#### What is being asked:
Word for word, give the records again, dropping any picture they hold.

··········

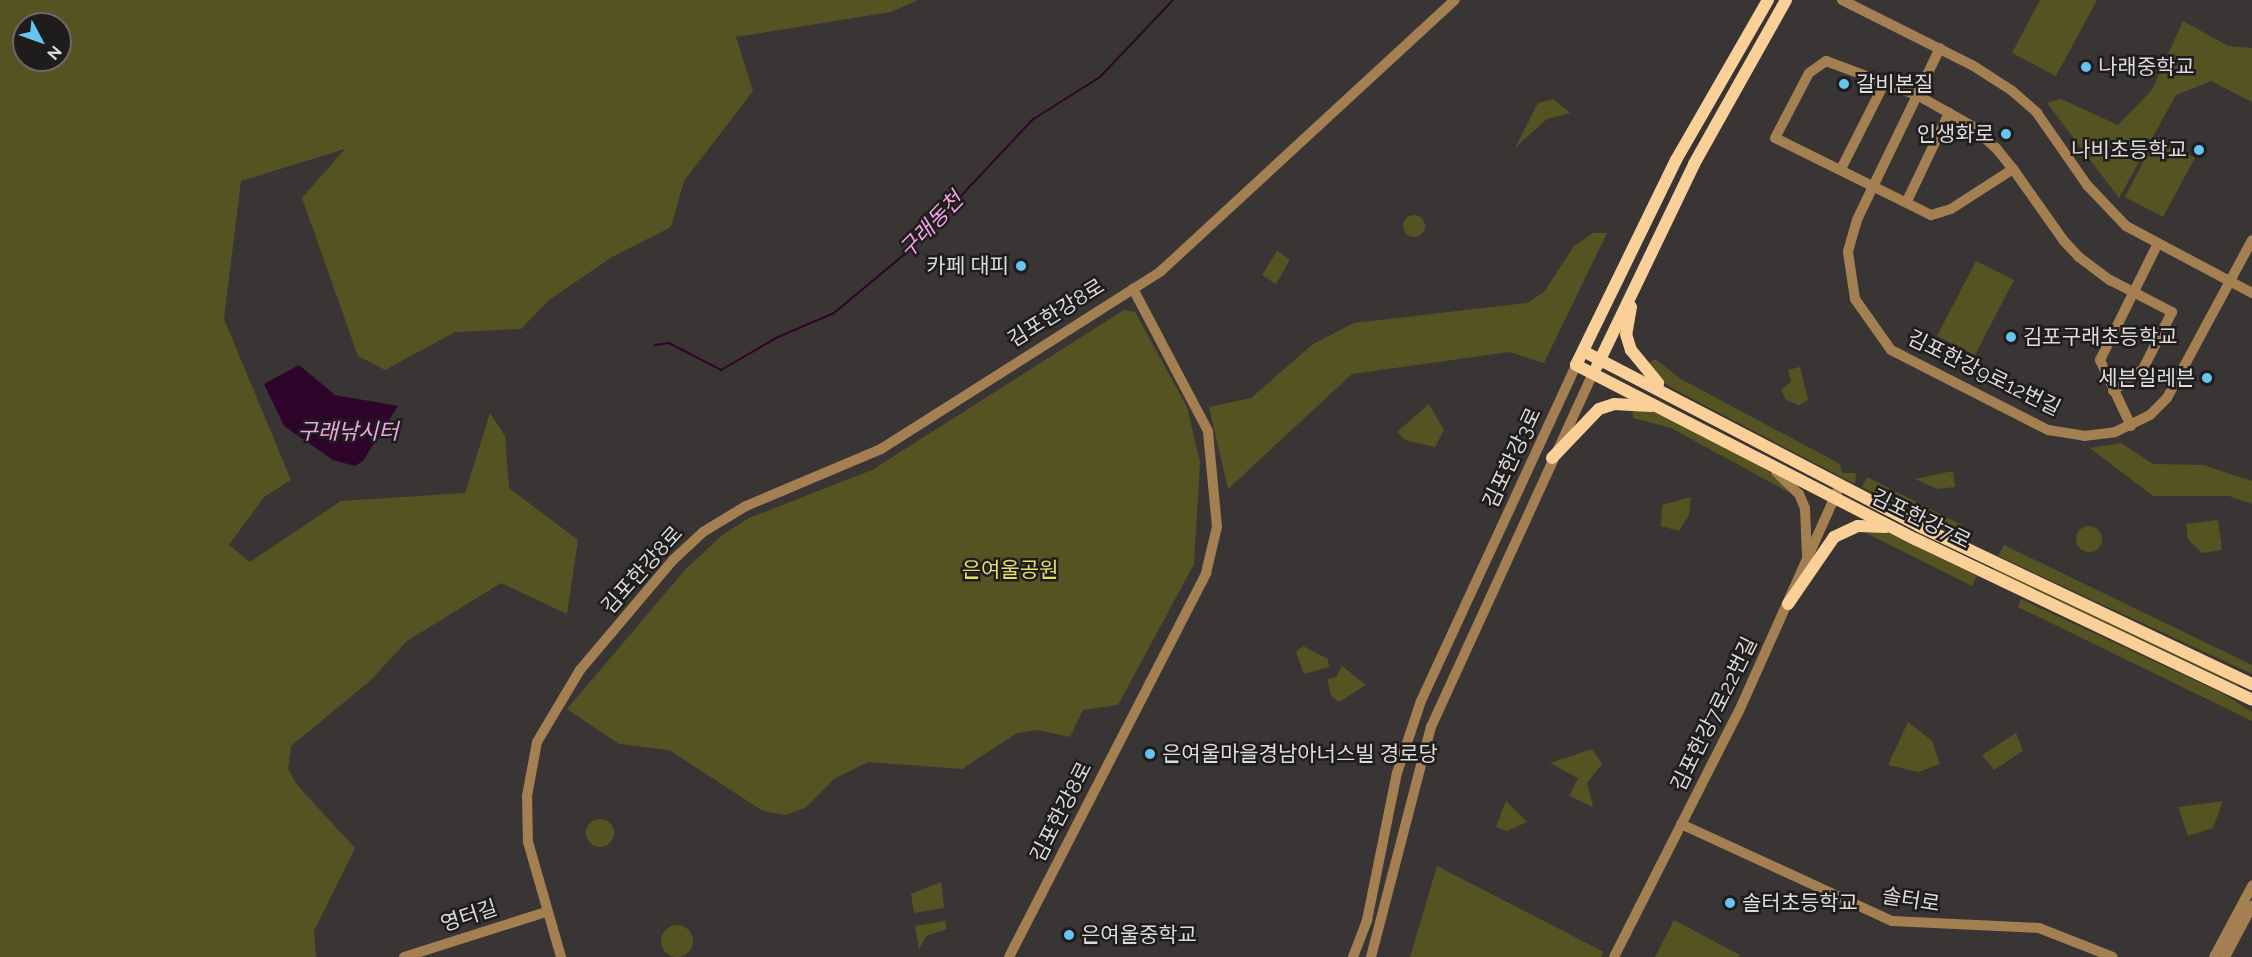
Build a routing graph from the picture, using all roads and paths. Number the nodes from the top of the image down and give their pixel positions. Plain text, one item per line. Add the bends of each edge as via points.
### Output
1 (1455, 0) edge
2 (1768, 0) edge
3 (1786, 0) edge
4 (1842, 0) edge
5 (1940, 48) junction
6 (1885, 82) junction
7 (1917, 95) junction
8 (1949, 114) junction
9 (1841, 169) junction
10 (2013, 169) junction
11 (1873, 186) junction
12 (1906, 201) junction
13 (2252, 240) edge
14 (2157, 245) junction
15 (1642, 270) junction
16 (2229, 281) junction
17 (1133, 289) junction
18 (2132, 292) junction
19 (2252, 293) edge
20 (1583, 351) junction
21 (1576, 365) junction
22 (1596, 366) junction
23 (2113, 391) junction
24 (1695, 406) junction
25 (1694, 422) junction
26 (2131, 426) junction
27 (1747, 450) junction
28 (1552, 458) junction
29 (1840, 485) junction
30 (1834, 497) junction
31 (1894, 528) junction
32 (1806, 564) junction
33 (1788, 604) junction
34 (2252, 683) edge
35 (2233, 692) junction
36 (2252, 700) edge
37 (2252, 705) edge
38 (1681, 824) junction
39 (2252, 886) edge
40 (2252, 906) edge
41 (546, 912) junction
42 (404, 957) edge
43 (561, 957) edge
44 (1009, 957) edge
45 (1353, 957) edge
46 (1371, 957) edge
47 (1614, 957) edge
48 (2113, 957) edge
49 (2214, 957) edge
50 (2225, 957) edge

1 - 17 street, 김포한강8로 via 1161,271
2 - 20 main road, 김포한강3로 via 1676,160
3 - 15 main road, 김포한강3로 via 1694,164
4 - 5 street
5 - 7 street, 김포한강9로12번길
5 - 14 street via 2025,102 2098,199
6 - 7 street
6 - 9 street
6 - 9 street via 1838,62 1820,63 1809,73 1775,138
7 - 8 street
7 - 11 street, 김포한강9로12번길
8 - 10 street via 1983,135
8 - 12 street
9 - 11 street
10 - 12 street via 1942,213 1930,215
10 - 18 street via 2064,241 2090,267
11 - 12 street
11 - 26 street, 김포한강9로12번길 via 1851,236 1849,274 1861,312 1880,339 2048,430 2084,436
13 - 16 street, 김포한강9로12번길
14 - 16 street
14 - 18 street
15 - 22 main road, 김포한강3로
15 - 24 main road via 1628,317 1631,350 1652,378
16 - 19 street
16 - 26 street, 김포한강9로12번길 via 2168,398
17 - 41 street, 김포한강8로 via 862,460 731,514 673,560 580,670 537,742 527,796 528,842
17 - 44 street, 김포한강8로 via 1204,420 1213,449 1217,527 1206,573
18 - 23 street via 2100,360
18 - 23 street via 2172,312 2143,369
20 - 21 main road, 김포한강3로
20 - 22 main road, 김포한강7로
21 - 22 main road, 김포한강7로
21 - 45 street, 김포한강3로 via 1413,720 1367,920
22 - 24 main road, 김포한강7로
22 - 25 main road, 김포한강7로
22 - 28 street, 김포한강3로
23 - 26 street
24 - 29 main road, 김포한강7로
25 - 27 main road, 김포한강7로
25 - 28 main road via 1649,405 1614,404 1586,417
27 - 30 main road, 김포한강7로
27 - 32 street via 1799,494 1807,517
28 - 46 street, 김포한강3로 via 1424,746
29 - 30 street, 김포한강7로22번길
29 - 34 main road, 김포한강7로
30 - 31 main road, 김포한강7로
30 - 32 street, 김포한강7로22번길
31 - 33 main road via 1858,526 1834,537
31 - 35 main road, 김포한강7로
32 - 33 street, 김포한강7로22번길
33 - 38 street, 김포한강7로22번길
35 - 36 main road, 김포한강7로
35 - 37 street
38 - 47 street, 김포한강7로22번길
38 - 48 street, 솔터로 via 1892,921 2040,928 2068,935
39 - 49 street
40 - 50 street
41 - 42 street, 영터길
41 - 43 street, 김포한강8로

··········

#### Solution to this problem:
Build a routing graph from the picture, using all roads and paths. Number the nodes from the top of the image down and give their pixel positions. Plain text, one item per line. Add the bends of each edge as via points.
### Output
1 (1455, 0) edge
2 (1768, 0) edge
3 (1786, 0) edge
4 (1842, 0) edge
5 (1940, 48) junction
6 (1885, 82) junction
7 (1917, 95) junction
8 (1949, 114) junction
9 (1841, 169) junction
10 (2013, 169) junction
11 (1873, 186) junction
12 (1906, 201) junction
13 (2252, 240) edge
14 (2157, 245) junction
15 (1642, 270) junction
16 (2229, 281) junction
17 (1133, 289) junction
18 (2132, 292) junction
19 (2252, 293) edge
20 (1583, 351) junction
21 (1576, 365) junction
22 (1596, 366) junction
23 (2113, 391) junction
24 (1695, 406) junction
25 (1694, 422) junction
26 (2131, 426) junction
27 (1747, 450) junction
28 (1552, 458) junction
29 (1840, 485) junction
30 (1834, 497) junction
31 (1894, 528) junction
32 (1806, 564) junction
33 (1788, 604) junction
34 (2252, 683) edge
35 (2233, 692) junction
36 (2252, 700) edge
37 (2252, 705) edge
38 (1681, 824) junction
39 (2252, 886) edge
40 (2252, 906) edge
41 (546, 912) junction
42 (404, 957) edge
43 (561, 957) edge
44 (1009, 957) edge
45 (1353, 957) edge
46 (1371, 957) edge
47 (1614, 957) edge
48 (2113, 957) edge
49 (2214, 957) edge
50 (2225, 957) edge

1 - 17 street, 김포한강8로 via 1161,271
2 - 20 main road, 김포한강3로 via 1676,160
3 - 15 main road, 김포한강3로 via 1694,164
4 - 5 street
5 - 7 street, 김포한강9로12번길
5 - 14 street via 2025,102 2098,199
6 - 7 street
6 - 9 street
6 - 9 street via 1838,62 1820,63 1809,73 1775,138
7 - 8 street
7 - 11 street, 김포한강9로12번길
8 - 10 street via 1983,135
8 - 12 street
9 - 11 street
10 - 12 street via 1942,213 1930,215
10 - 18 street via 2064,241 2090,267
11 - 12 street
11 - 26 street, 김포한강9로12번길 via 1851,236 1849,274 1861,312 1880,339 2048,430 2084,436
13 - 16 street, 김포한강9로12번길
14 - 16 street
14 - 18 street
15 - 22 main road, 김포한강3로
15 - 24 main road via 1628,317 1631,350 1652,378
16 - 19 street
16 - 26 street, 김포한강9로12번길 via 2168,398
17 - 41 street, 김포한강8로 via 862,460 731,514 673,560 580,670 537,742 527,796 528,842
17 - 44 street, 김포한강8로 via 1204,420 1213,449 1217,527 1206,573
18 - 23 street via 2100,360
18 - 23 street via 2172,312 2143,369
20 - 21 main road, 김포한강3로
20 - 22 main road, 김포한강7로
21 - 22 main road, 김포한강7로
21 - 45 street, 김포한강3로 via 1413,720 1367,920
22 - 24 main road, 김포한강7로
22 - 25 main road, 김포한강7로
22 - 28 street, 김포한강3로
23 - 26 street
24 - 29 main road, 김포한강7로
25 - 27 main road, 김포한강7로
25 - 28 main road via 1649,405 1614,404 1586,417
27 - 30 main road, 김포한강7로
27 - 32 street via 1799,494 1807,517
28 - 46 street, 김포한강3로 via 1424,746
29 - 30 street, 김포한강7로22번길
29 - 34 main road, 김포한강7로
30 - 31 main road, 김포한강7로
30 - 32 street, 김포한강7로22번길
31 - 33 main road via 1858,526 1834,537
31 - 35 main road, 김포한강7로
32 - 33 street, 김포한강7로22번길
33 - 38 street, 김포한강7로22번길
35 - 36 main road, 김포한강7로
35 - 37 street
38 - 47 street, 김포한강7로22번길
38 - 48 street, 솔터로 via 1892,921 2040,928 2068,935
39 - 49 street
40 - 50 street
41 - 42 street, 영터길
41 - 43 street, 김포한강8로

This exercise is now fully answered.